▶ **Recorded information**
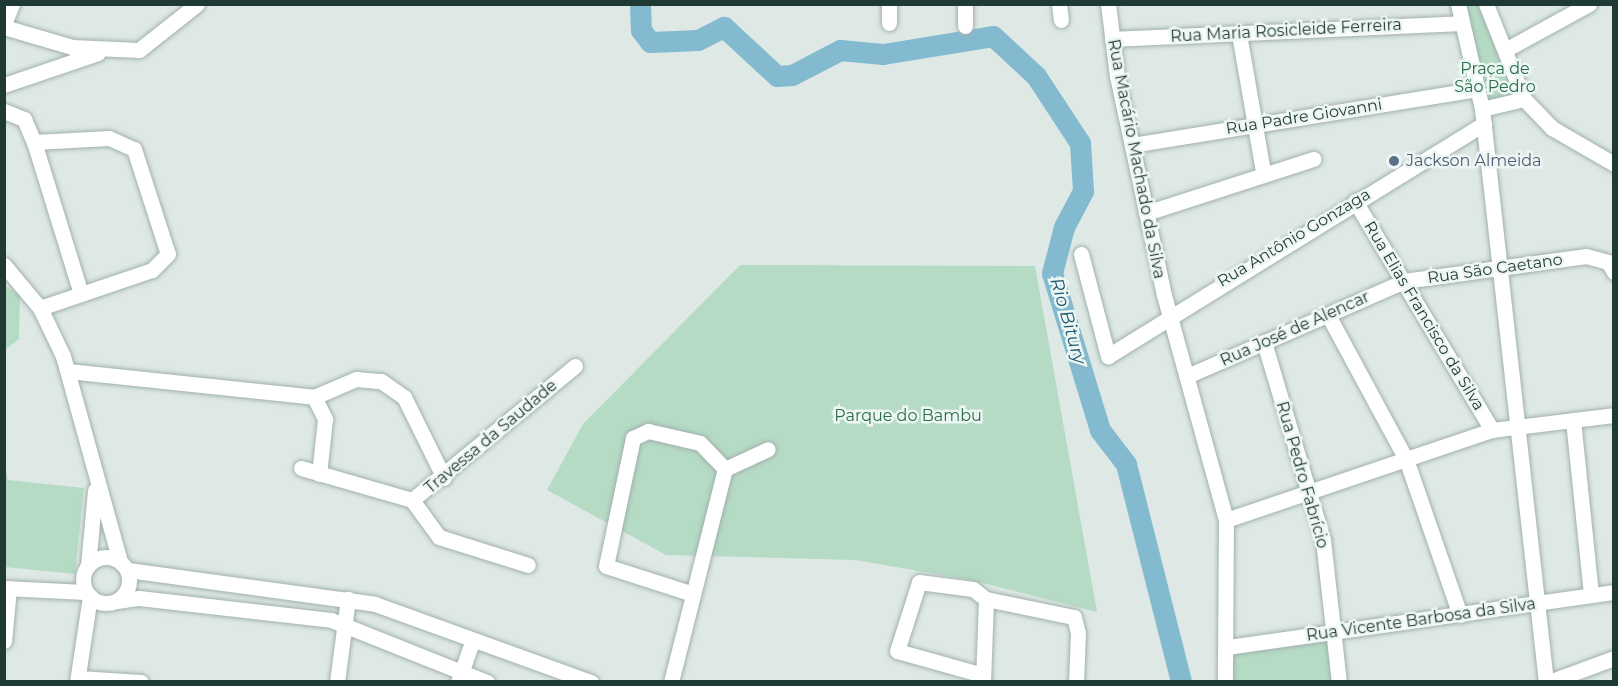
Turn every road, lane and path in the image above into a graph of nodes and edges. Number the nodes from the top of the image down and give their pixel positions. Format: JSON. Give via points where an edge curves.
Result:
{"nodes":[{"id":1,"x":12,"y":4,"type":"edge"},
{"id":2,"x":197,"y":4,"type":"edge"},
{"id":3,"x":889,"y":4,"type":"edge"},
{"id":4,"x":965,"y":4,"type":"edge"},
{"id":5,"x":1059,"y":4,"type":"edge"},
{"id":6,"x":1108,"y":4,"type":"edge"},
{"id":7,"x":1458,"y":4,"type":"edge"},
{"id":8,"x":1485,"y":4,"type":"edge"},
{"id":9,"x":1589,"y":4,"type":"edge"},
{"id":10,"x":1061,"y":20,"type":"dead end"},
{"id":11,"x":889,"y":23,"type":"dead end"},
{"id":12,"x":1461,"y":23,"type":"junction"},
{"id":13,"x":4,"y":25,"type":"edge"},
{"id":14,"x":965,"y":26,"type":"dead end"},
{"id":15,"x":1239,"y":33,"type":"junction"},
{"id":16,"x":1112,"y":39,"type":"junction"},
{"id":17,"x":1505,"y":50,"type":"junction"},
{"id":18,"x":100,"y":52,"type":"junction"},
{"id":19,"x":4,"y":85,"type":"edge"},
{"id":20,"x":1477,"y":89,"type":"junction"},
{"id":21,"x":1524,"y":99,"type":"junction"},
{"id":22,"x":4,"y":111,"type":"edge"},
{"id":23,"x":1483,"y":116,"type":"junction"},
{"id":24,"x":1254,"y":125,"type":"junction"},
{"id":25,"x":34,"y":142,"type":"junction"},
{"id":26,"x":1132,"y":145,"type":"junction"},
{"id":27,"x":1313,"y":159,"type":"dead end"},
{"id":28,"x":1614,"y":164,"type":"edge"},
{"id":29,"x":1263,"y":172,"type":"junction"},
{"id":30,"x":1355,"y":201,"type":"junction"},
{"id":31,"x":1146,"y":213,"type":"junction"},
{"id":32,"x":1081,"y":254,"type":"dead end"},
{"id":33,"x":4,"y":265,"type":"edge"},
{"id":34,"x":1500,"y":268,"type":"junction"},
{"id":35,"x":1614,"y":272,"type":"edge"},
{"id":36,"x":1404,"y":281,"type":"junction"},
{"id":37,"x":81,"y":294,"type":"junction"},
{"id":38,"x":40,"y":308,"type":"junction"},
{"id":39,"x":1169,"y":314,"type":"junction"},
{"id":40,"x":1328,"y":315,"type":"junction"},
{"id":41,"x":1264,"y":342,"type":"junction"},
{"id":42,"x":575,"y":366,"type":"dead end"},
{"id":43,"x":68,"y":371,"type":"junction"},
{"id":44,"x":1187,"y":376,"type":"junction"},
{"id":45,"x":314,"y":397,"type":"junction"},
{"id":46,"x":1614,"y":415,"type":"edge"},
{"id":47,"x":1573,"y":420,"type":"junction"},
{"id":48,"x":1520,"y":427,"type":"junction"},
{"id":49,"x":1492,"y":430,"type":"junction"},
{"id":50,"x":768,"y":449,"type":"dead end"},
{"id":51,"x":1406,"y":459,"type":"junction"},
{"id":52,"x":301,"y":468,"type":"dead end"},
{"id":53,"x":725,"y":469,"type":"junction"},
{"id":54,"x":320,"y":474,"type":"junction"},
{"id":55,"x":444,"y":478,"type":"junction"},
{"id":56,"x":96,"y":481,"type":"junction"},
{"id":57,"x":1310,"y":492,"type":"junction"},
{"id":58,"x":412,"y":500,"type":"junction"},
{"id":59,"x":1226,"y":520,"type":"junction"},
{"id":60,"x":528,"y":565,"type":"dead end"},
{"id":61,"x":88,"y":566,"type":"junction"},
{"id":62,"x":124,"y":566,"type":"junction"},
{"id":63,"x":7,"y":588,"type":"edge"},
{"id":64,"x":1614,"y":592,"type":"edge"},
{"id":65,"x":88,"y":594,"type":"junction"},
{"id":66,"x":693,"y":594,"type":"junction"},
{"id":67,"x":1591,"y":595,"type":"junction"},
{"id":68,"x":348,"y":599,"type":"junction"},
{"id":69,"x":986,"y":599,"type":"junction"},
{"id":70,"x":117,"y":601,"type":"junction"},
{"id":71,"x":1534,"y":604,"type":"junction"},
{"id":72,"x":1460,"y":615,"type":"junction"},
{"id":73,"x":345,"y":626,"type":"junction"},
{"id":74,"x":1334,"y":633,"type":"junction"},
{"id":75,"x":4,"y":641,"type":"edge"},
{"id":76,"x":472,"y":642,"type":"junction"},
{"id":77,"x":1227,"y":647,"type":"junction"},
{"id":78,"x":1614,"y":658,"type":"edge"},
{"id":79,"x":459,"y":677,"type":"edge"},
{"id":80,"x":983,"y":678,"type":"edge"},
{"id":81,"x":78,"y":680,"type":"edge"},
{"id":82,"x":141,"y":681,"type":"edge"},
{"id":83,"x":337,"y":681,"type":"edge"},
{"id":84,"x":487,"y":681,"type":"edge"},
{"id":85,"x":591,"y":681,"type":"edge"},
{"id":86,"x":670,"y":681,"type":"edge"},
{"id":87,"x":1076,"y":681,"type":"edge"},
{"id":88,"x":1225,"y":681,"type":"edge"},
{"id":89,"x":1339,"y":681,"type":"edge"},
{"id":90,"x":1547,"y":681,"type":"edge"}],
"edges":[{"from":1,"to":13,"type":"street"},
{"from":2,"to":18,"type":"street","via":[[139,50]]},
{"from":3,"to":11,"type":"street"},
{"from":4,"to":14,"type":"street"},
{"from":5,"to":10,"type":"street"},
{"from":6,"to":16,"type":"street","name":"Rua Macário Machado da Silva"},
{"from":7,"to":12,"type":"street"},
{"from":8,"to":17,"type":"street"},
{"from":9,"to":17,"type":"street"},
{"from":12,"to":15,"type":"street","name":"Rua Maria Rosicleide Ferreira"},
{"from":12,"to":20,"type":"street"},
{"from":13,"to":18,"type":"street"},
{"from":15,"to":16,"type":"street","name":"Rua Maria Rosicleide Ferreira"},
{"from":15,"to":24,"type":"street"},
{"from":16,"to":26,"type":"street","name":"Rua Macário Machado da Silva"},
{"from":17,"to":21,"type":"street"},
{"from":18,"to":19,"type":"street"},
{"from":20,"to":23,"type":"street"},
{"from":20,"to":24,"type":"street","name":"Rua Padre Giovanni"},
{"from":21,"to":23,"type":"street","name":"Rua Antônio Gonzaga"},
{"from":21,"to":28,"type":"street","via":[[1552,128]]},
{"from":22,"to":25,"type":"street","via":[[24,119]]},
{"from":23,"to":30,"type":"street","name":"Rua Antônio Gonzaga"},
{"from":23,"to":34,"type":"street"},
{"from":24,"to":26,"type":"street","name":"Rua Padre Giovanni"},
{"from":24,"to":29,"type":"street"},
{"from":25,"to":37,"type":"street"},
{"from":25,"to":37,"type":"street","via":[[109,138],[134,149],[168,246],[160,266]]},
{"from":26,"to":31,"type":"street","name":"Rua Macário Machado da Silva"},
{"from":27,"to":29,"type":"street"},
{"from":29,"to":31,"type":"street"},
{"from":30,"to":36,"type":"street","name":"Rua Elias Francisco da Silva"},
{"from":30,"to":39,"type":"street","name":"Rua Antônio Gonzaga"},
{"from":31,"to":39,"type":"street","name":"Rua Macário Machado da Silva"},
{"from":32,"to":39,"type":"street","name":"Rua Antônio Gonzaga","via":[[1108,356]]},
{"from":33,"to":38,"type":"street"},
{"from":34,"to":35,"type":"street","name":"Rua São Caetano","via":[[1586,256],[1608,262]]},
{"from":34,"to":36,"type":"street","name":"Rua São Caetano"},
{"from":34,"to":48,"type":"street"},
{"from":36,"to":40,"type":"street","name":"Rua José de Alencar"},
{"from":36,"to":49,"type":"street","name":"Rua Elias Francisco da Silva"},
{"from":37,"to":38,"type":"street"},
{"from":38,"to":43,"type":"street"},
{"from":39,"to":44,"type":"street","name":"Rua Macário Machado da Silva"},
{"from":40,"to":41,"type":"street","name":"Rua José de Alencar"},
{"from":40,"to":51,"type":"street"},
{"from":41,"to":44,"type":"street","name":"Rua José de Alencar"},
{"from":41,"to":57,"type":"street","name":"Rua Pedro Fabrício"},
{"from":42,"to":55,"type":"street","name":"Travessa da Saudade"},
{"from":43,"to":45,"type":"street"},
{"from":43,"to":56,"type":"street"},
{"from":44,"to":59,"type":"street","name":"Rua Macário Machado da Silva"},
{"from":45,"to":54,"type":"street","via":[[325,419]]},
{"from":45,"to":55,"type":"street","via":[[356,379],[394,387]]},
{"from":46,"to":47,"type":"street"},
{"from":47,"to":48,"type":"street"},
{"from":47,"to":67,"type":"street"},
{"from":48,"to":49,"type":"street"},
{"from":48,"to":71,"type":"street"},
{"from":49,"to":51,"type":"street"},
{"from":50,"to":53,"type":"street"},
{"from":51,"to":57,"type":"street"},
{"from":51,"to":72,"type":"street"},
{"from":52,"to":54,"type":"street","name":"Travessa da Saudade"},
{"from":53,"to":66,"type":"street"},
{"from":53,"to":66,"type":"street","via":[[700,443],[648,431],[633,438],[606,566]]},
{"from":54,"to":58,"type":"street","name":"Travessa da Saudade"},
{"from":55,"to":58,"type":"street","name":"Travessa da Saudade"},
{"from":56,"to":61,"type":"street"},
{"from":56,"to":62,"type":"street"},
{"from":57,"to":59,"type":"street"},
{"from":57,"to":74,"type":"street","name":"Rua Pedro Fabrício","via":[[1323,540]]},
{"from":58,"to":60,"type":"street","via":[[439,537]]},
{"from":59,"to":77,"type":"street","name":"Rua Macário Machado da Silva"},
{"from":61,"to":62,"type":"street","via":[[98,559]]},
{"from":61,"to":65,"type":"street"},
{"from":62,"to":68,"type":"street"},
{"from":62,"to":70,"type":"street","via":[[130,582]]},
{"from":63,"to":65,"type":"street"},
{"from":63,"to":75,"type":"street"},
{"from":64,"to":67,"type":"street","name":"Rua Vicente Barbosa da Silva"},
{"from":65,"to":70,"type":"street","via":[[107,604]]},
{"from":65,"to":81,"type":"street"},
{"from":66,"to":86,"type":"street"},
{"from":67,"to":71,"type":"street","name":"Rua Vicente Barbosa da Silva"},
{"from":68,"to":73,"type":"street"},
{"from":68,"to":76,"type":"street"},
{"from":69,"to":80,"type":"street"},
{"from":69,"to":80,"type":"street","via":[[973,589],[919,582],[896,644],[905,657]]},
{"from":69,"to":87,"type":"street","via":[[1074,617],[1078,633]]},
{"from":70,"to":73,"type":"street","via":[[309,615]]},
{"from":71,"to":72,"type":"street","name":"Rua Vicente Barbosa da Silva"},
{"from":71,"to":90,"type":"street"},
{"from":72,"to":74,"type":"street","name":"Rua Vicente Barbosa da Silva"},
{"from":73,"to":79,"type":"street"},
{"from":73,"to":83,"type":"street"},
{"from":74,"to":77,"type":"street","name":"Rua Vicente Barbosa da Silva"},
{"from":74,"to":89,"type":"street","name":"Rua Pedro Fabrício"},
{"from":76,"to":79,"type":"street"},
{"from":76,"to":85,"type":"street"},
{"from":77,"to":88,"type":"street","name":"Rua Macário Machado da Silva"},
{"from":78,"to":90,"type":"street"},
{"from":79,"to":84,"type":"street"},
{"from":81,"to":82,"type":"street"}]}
---
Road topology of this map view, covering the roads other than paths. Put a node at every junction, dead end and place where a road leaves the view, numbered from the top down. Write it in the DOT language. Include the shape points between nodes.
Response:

▶ **Exercise description**
Find every line in the listing that holds the string "points", then say how many there are as a bare number.

▶ **Answer section**
2